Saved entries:
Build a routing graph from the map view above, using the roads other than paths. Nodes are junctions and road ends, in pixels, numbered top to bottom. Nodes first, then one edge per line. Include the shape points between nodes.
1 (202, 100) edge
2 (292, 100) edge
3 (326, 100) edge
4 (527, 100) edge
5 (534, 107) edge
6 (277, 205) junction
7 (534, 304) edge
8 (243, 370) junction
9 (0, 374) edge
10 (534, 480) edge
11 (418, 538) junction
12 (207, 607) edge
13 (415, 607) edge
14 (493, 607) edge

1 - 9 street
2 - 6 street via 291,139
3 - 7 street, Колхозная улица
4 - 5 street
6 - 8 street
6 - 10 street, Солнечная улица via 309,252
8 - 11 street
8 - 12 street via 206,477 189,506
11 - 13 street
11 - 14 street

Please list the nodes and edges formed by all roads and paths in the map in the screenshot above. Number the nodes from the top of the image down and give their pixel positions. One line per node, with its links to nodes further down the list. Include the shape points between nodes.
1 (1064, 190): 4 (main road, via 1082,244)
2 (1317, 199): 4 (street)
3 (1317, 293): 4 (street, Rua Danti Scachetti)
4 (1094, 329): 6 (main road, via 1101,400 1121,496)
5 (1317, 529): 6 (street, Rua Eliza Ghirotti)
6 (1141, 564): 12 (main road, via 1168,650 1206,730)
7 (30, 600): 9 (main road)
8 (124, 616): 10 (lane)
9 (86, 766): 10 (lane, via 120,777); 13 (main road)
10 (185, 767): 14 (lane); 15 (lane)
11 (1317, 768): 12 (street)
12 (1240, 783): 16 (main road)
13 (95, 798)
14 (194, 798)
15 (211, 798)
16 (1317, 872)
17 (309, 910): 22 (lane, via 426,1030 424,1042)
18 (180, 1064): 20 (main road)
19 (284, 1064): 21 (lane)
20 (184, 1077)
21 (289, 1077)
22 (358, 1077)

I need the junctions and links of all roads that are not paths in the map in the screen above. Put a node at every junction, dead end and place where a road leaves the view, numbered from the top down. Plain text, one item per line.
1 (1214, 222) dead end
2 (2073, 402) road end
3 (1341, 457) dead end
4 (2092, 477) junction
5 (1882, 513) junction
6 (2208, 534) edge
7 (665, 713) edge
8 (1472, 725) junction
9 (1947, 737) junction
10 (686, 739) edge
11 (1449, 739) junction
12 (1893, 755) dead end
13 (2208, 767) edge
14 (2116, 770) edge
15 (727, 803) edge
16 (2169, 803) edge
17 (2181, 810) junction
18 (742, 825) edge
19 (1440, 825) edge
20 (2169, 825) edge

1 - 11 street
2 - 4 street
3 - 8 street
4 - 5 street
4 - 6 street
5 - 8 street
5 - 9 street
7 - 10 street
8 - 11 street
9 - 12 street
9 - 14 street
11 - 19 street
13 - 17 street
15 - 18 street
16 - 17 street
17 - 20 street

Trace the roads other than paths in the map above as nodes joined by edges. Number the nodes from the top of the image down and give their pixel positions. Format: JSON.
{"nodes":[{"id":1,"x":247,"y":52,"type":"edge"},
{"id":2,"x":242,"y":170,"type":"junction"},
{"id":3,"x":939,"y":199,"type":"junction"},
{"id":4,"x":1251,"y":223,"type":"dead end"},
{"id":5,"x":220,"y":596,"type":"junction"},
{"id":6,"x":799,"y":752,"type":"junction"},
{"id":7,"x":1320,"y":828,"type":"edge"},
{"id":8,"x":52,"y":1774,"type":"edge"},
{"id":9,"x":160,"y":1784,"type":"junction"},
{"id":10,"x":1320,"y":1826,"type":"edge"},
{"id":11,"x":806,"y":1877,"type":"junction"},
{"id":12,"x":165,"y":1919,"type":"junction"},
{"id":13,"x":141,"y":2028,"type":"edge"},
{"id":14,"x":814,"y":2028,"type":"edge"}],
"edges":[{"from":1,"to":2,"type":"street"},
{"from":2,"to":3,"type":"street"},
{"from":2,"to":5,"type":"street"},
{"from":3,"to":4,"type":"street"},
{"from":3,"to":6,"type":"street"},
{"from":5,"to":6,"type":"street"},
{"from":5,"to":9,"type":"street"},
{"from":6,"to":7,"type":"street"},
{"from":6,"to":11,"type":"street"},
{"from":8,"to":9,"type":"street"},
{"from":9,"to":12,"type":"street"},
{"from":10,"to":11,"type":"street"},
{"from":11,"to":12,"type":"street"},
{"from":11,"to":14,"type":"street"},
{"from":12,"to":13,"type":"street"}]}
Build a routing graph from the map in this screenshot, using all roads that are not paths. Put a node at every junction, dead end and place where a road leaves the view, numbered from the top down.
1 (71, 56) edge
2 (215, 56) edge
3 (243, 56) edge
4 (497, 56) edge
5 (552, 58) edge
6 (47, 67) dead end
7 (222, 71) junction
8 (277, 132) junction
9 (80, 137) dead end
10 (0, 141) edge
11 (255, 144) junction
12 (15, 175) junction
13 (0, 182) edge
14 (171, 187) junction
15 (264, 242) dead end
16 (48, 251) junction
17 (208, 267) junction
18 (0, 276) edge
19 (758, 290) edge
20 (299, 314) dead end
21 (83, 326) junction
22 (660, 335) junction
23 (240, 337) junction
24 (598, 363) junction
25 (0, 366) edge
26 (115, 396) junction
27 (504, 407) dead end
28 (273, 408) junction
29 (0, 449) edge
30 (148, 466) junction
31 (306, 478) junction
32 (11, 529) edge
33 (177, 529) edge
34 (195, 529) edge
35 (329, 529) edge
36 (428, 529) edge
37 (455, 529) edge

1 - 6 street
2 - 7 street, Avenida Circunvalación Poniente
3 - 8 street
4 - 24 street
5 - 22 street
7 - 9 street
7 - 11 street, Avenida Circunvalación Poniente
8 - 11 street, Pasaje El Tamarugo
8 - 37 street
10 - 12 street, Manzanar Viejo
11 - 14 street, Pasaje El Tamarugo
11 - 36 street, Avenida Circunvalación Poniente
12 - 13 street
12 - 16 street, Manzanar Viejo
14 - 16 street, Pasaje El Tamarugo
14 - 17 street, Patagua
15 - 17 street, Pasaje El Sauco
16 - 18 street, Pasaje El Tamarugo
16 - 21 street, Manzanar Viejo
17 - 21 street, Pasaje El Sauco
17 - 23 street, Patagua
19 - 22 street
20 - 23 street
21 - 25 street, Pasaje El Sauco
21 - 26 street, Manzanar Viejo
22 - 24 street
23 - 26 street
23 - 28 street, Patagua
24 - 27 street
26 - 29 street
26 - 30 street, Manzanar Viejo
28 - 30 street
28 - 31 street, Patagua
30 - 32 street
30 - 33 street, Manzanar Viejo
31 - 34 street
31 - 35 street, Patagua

> _Problem statement_
Every entry is to be retyped word for word.

> _Answer section_
Build a routing graph from the map view above, using the roads other than paths. Nodes are junctions and road ends, in pixels, numbered top to bottom. Nodes first, then one edge per line. Include the shape points between nodes.
1 (202, 100) edge
2 (292, 100) edge
3 (326, 100) edge
4 (527, 100) edge
5 (534, 107) edge
6 (277, 205) junction
7 (534, 304) edge
8 (243, 370) junction
9 (0, 374) edge
10 (534, 480) edge
11 (418, 538) junction
12 (207, 607) edge
13 (415, 607) edge
14 (493, 607) edge

1 - 9 street
2 - 6 street via 291,139
3 - 7 street, Колхозная улица
4 - 5 street
6 - 8 street
6 - 10 street, Солнечная улица via 309,252
8 - 11 street
8 - 12 street via 206,477 189,506
11 - 13 street
11 - 14 street

Please list the nodes and edges formed by all roads and paths in the map in the screenshot above. Number the nodes from the top of the image down and give their pixel positions. One line per node, with its links to nodes further down the list. Include the shape points between nodes.
1 (1064, 190): 4 (main road, via 1082,244)
2 (1317, 199): 4 (street)
3 (1317, 293): 4 (street, Rua Danti Scachetti)
4 (1094, 329): 6 (main road, via 1101,400 1121,496)
5 (1317, 529): 6 (street, Rua Eliza Ghirotti)
6 (1141, 564): 12 (main road, via 1168,650 1206,730)
7 (30, 600): 9 (main road)
8 (124, 616): 10 (lane)
9 (86, 766): 10 (lane, via 120,777); 13 (main road)
10 (185, 767): 14 (lane); 15 (lane)
11 (1317, 768): 12 (street)
12 (1240, 783): 16 (main road)
13 (95, 798)
14 (194, 798)
15 (211, 798)
16 (1317, 872)
17 (309, 910): 22 (lane, via 426,1030 424,1042)
18 (180, 1064): 20 (main road)
19 (284, 1064): 21 (lane)
20 (184, 1077)
21 (289, 1077)
22 (358, 1077)

I need the junctions and links of all roads that are not paths in the map in the screen above. Put a node at every junction, dead end and place where a road leaves the view, numbered from the top down. Plain text, one item per line.
1 (1214, 222) dead end
2 (2073, 402) road end
3 (1341, 457) dead end
4 (2092, 477) junction
5 (1882, 513) junction
6 (2208, 534) edge
7 (665, 713) edge
8 (1472, 725) junction
9 (1947, 737) junction
10 (686, 739) edge
11 (1449, 739) junction
12 (1893, 755) dead end
13 (2208, 767) edge
14 (2116, 770) edge
15 (727, 803) edge
16 (2169, 803) edge
17 (2181, 810) junction
18 (742, 825) edge
19 (1440, 825) edge
20 (2169, 825) edge

1 - 11 street
2 - 4 street
3 - 8 street
4 - 5 street
4 - 6 street
5 - 8 street
5 - 9 street
7 - 10 street
8 - 11 street
9 - 12 street
9 - 14 street
11 - 19 street
13 - 17 street
15 - 18 street
16 - 17 street
17 - 20 street

Trace the roads other than paths in the map above as nodes joined by edges. Number the nodes from the top of the image down and give their pixel positions. Format: JSON.
{"nodes":[{"id":1,"x":247,"y":52,"type":"edge"},
{"id":2,"x":242,"y":170,"type":"junction"},
{"id":3,"x":939,"y":199,"type":"junction"},
{"id":4,"x":1251,"y":223,"type":"dead end"},
{"id":5,"x":220,"y":596,"type":"junction"},
{"id":6,"x":799,"y":752,"type":"junction"},
{"id":7,"x":1320,"y":828,"type":"edge"},
{"id":8,"x":52,"y":1774,"type":"edge"},
{"id":9,"x":160,"y":1784,"type":"junction"},
{"id":10,"x":1320,"y":1826,"type":"edge"},
{"id":11,"x":806,"y":1877,"type":"junction"},
{"id":12,"x":165,"y":1919,"type":"junction"},
{"id":13,"x":141,"y":2028,"type":"edge"},
{"id":14,"x":814,"y":2028,"type":"edge"}],
"edges":[{"from":1,"to":2,"type":"street"},
{"from":2,"to":3,"type":"street"},
{"from":2,"to":5,"type":"street"},
{"from":3,"to":4,"type":"street"},
{"from":3,"to":6,"type":"street"},
{"from":5,"to":6,"type":"street"},
{"from":5,"to":9,"type":"street"},
{"from":6,"to":7,"type":"street"},
{"from":6,"to":11,"type":"street"},
{"from":8,"to":9,"type":"street"},
{"from":9,"to":12,"type":"street"},
{"from":10,"to":11,"type":"street"},
{"from":11,"to":12,"type":"street"},
{"from":11,"to":14,"type":"street"},
{"from":12,"to":13,"type":"street"}]}
Build a routing graph from the map in this screenshot, using all roads that are not paths. Put a node at every junction, dead end and place where a road leaves the view, numbered from the top down.
1 (71, 56) edge
2 (215, 56) edge
3 (243, 56) edge
4 (497, 56) edge
5 (552, 58) edge
6 (47, 67) dead end
7 (222, 71) junction
8 (277, 132) junction
9 (80, 137) dead end
10 (0, 141) edge
11 (255, 144) junction
12 (15, 175) junction
13 (0, 182) edge
14 (171, 187) junction
15 (264, 242) dead end
16 (48, 251) junction
17 (208, 267) junction
18 (0, 276) edge
19 (758, 290) edge
20 (299, 314) dead end
21 (83, 326) junction
22 (660, 335) junction
23 (240, 337) junction
24 (598, 363) junction
25 (0, 366) edge
26 (115, 396) junction
27 (504, 407) dead end
28 (273, 408) junction
29 (0, 449) edge
30 (148, 466) junction
31 (306, 478) junction
32 (11, 529) edge
33 (177, 529) edge
34 (195, 529) edge
35 (329, 529) edge
36 (428, 529) edge
37 (455, 529) edge

1 - 6 street
2 - 7 street, Avenida Circunvalación Poniente
3 - 8 street
4 - 24 street
5 - 22 street
7 - 9 street
7 - 11 street, Avenida Circunvalación Poniente
8 - 11 street, Pasaje El Tamarugo
8 - 37 street
10 - 12 street, Manzanar Viejo
11 - 14 street, Pasaje El Tamarugo
11 - 36 street, Avenida Circunvalación Poniente
12 - 13 street
12 - 16 street, Manzanar Viejo
14 - 16 street, Pasaje El Tamarugo
14 - 17 street, Patagua
15 - 17 street, Pasaje El Sauco
16 - 18 street, Pasaje El Tamarugo
16 - 21 street, Manzanar Viejo
17 - 21 street, Pasaje El Sauco
17 - 23 street, Patagua
19 - 22 street
20 - 23 street
21 - 25 street, Pasaje El Sauco
21 - 26 street, Manzanar Viejo
22 - 24 street
23 - 26 street
23 - 28 street, Patagua
24 - 27 street
26 - 29 street
26 - 30 street, Manzanar Viejo
28 - 30 street
28 - 31 street, Patagua
30 - 32 street
30 - 33 street, Manzanar Viejo
31 - 34 street
31 - 35 street, Patagua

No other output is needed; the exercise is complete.